_Description of the task_. Which lines in the listing below contain the word "stligi"? Copy each one.

_Entries shown_.
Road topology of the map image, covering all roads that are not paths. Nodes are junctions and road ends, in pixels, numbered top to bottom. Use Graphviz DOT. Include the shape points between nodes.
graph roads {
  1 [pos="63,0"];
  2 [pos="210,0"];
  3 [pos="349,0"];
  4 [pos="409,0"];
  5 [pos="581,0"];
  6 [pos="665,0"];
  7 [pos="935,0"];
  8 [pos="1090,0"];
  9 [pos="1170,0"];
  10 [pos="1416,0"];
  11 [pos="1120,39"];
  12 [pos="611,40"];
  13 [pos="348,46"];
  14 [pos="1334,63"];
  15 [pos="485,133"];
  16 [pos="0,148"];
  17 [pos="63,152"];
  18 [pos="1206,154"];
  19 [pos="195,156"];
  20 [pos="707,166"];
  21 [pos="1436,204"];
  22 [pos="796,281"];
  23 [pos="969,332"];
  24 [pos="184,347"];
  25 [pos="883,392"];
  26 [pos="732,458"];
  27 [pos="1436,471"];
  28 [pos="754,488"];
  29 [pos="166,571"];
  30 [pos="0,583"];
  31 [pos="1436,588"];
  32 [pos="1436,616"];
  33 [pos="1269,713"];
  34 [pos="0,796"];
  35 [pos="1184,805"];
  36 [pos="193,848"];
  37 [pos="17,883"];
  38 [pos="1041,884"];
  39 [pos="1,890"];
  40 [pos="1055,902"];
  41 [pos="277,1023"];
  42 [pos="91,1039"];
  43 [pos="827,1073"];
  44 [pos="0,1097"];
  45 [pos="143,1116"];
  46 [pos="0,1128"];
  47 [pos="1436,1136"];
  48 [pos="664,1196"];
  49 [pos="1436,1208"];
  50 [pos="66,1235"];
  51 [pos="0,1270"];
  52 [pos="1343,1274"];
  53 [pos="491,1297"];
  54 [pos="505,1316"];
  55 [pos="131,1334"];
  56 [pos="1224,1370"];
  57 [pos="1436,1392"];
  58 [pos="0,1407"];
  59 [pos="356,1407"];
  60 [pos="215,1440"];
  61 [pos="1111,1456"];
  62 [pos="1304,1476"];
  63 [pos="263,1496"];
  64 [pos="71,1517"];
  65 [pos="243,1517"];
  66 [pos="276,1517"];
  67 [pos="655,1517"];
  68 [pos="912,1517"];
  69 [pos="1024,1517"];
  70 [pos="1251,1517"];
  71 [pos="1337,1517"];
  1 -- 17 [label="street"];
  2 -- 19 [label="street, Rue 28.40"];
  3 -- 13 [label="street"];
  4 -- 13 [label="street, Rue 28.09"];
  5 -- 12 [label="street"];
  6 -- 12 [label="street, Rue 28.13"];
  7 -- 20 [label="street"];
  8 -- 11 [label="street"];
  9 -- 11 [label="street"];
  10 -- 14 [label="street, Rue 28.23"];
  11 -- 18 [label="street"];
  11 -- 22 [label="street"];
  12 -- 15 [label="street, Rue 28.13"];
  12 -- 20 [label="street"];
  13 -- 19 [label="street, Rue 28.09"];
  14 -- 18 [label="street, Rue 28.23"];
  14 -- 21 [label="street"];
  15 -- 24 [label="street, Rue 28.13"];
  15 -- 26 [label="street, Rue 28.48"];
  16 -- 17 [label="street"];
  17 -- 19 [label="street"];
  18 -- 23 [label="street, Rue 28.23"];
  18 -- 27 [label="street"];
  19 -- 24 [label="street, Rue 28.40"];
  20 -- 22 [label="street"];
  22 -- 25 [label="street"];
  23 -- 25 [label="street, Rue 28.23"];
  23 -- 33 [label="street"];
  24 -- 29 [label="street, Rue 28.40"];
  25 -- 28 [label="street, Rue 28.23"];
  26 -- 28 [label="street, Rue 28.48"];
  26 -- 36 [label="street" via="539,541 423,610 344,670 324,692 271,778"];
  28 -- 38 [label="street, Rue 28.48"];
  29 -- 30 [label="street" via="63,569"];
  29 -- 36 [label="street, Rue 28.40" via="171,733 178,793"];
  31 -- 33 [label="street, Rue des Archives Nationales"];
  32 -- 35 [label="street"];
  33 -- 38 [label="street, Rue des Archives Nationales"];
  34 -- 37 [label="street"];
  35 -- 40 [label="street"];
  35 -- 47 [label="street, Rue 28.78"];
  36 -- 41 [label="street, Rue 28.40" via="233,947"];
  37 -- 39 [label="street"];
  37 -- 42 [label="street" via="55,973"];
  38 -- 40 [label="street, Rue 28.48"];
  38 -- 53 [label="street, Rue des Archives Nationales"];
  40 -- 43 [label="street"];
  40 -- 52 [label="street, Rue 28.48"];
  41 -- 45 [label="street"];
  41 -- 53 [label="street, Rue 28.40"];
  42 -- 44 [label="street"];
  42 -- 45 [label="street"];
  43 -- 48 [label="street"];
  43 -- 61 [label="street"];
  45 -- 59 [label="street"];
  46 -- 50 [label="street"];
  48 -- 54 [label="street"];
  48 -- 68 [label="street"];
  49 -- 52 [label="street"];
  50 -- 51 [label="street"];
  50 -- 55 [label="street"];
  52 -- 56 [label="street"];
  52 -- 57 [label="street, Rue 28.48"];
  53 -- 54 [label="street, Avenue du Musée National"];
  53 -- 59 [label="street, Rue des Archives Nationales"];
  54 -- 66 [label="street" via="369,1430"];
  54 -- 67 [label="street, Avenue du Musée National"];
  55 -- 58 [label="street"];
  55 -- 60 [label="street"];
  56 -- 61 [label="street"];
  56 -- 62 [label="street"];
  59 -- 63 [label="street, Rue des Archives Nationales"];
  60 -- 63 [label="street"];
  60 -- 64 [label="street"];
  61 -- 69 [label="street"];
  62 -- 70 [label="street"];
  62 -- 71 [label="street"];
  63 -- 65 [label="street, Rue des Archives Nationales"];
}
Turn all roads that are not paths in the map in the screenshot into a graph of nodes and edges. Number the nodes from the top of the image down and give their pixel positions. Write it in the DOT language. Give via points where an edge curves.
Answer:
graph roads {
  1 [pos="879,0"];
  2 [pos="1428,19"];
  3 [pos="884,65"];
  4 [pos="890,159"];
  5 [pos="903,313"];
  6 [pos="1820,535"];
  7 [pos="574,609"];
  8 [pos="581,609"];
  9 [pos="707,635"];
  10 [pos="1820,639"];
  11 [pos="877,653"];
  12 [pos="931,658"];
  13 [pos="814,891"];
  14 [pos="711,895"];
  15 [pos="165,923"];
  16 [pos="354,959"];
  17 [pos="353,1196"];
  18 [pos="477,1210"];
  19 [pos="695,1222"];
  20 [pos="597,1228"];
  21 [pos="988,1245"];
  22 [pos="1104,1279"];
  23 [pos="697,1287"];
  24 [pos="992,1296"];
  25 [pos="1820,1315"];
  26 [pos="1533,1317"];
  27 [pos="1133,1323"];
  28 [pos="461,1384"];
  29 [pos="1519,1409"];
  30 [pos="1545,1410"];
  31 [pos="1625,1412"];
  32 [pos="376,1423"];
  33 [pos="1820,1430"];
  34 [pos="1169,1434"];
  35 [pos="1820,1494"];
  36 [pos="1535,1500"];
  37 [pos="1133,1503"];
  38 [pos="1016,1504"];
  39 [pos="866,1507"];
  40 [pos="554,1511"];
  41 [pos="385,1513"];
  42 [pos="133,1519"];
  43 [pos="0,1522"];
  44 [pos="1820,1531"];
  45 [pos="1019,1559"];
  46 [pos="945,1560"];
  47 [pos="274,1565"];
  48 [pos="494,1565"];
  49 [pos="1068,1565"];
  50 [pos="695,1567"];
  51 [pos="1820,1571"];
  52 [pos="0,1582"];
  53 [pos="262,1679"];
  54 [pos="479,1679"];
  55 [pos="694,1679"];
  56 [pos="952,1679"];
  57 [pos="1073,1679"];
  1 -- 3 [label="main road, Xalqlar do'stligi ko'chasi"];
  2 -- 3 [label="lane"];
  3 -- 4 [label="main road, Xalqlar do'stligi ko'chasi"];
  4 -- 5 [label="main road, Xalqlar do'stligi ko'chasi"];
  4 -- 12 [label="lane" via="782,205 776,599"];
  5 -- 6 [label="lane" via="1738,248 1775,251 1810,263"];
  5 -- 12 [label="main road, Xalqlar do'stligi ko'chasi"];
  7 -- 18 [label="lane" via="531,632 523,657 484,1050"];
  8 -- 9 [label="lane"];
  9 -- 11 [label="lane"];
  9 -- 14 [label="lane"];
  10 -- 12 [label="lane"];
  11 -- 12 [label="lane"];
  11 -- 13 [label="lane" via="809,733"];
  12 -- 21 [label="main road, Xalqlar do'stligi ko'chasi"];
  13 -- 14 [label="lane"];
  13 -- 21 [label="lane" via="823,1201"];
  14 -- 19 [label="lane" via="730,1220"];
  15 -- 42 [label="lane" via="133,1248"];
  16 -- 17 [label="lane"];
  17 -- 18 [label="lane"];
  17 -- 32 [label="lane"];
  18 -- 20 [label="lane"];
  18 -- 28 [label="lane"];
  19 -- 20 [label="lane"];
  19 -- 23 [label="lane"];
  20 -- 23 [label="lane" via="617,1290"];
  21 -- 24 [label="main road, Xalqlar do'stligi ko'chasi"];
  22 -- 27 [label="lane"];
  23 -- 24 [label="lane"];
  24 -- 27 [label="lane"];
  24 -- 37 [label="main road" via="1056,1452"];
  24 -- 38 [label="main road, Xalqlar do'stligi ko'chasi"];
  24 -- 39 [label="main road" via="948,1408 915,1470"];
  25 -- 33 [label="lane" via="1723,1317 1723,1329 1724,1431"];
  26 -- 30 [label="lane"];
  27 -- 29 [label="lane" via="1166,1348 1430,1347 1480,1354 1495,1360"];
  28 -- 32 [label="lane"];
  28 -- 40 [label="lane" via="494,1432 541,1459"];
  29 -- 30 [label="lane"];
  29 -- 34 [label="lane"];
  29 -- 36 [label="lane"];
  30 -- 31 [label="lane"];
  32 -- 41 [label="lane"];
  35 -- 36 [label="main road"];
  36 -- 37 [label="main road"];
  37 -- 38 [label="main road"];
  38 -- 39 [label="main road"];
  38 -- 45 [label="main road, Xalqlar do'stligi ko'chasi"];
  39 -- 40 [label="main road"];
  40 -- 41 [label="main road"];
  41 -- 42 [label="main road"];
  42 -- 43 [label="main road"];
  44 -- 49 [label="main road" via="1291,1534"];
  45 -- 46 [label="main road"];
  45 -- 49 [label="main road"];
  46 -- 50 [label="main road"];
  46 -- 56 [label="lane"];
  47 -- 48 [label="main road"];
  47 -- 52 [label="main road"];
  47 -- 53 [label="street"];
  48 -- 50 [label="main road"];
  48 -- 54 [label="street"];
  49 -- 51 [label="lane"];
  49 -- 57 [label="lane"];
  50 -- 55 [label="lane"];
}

_Solution_.
  1 -- 3 [label="main road, Xalqlar do'stligi ko'chasi"];
  3 -- 4 [label="main road, Xalqlar do'stligi ko'chasi"];
  4 -- 5 [label="main road, Xalqlar do'stligi ko'chasi"];
  5 -- 12 [label="main road, Xalqlar do'stligi ko'chasi"];
  12 -- 21 [label="main road, Xalqlar do'stligi ko'chasi"];
  21 -- 24 [label="main road, Xalqlar do'stligi ko'chasi"];
  24 -- 38 [label="main road, Xalqlar do'stligi ko'chasi"];
  38 -- 45 [label="main road, Xalqlar do'stligi ko'chasi"];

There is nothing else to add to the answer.